2.4.1. Bird Biodiversity

Shannon–Wiener diversity index (H′), Pielou evenness index (J) and Margalef abundance index (D’) are calculated as follows:

H^{'} = - \sum_{i}^{S} P_{i} l n P_{i}

J = H^{'} \cdot \ln S^{- 1}

D^{'} = (S - 1) \cdot \ln N^{- 1}

where P_i is the proportion of the number of individuals of bird species i to the total number of individuals of each transect; S is the number of species recorded in each transect; and N is the total number of individuals observed.

2.4.2. Statistical Analyses

We used species accumulation curves with four altitude gradients to determine whether the sample survey was adequate. One-way analysis [58] of variance was conducted to test for differences in the bird species richness, abundance, Shannon–Wiener diversity index (H′), Pielou evenness index (J) and Margalef abundance index (D′) among four altitude gradients.

We used generalized linear models (GLM) to perform multiple linear regression fitting with full variables. Then, we performed variable screening based on AIC value (Akaike information criterion) step regression to select the fewest variables that could support the model. We also tested the dispersion of the models. In the GLM, the species richness, abundance and Margalef abundance index (D′) in each transect were used as response variables, while the Shannon–Wiener diversity index (H′) and Pielou evenness index (J) were no significance among the four altitude gradients. We used functions GLM and stepAIC from the R package lme4, MASS and DHARMa.

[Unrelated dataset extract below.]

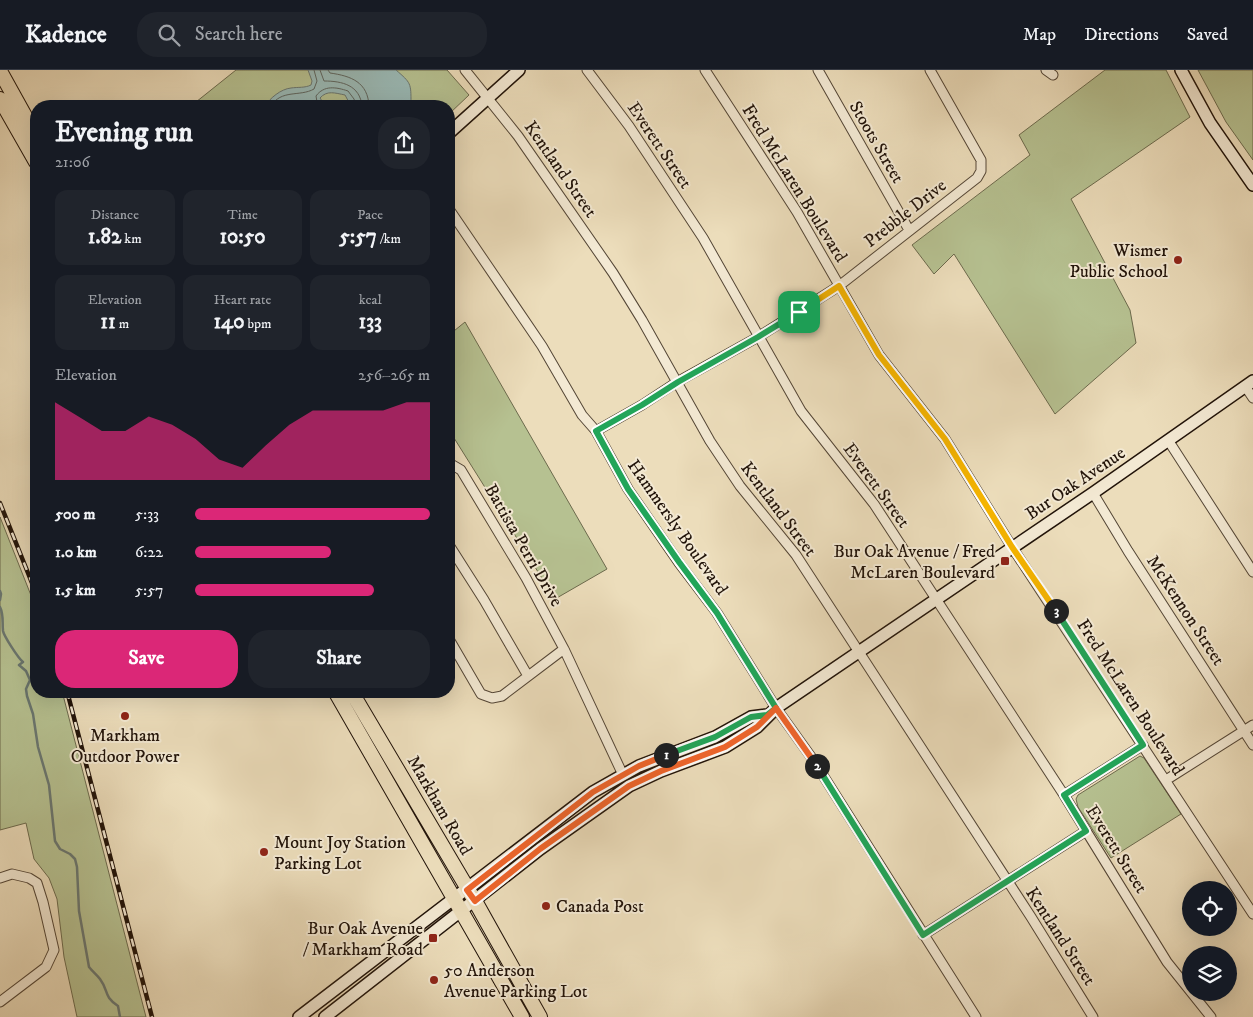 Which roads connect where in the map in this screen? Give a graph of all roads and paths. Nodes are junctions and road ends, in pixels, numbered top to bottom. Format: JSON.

Then, using the variables chosen by step regression, we established spatial linear models (SLM) to prevent the inflation of type I errors and inaccurate parameter estimates caused by spatial auto-correlation. For each model, we examined a range of potential lag distances (1, 2 and 3 km). We used Moran’s I coefficient to assess the level of spatial auto-correlation in the residuals of each model. According to the minimal value of AIC, SLM with a 2 km lag distance was best for both species richness and abundance. The variables with a high z value for their significance in SLM were considered more important influencing factors for species richness and abundance [59,60]. We used function SLM and Moran’s I from the R package spatialreg and spdep.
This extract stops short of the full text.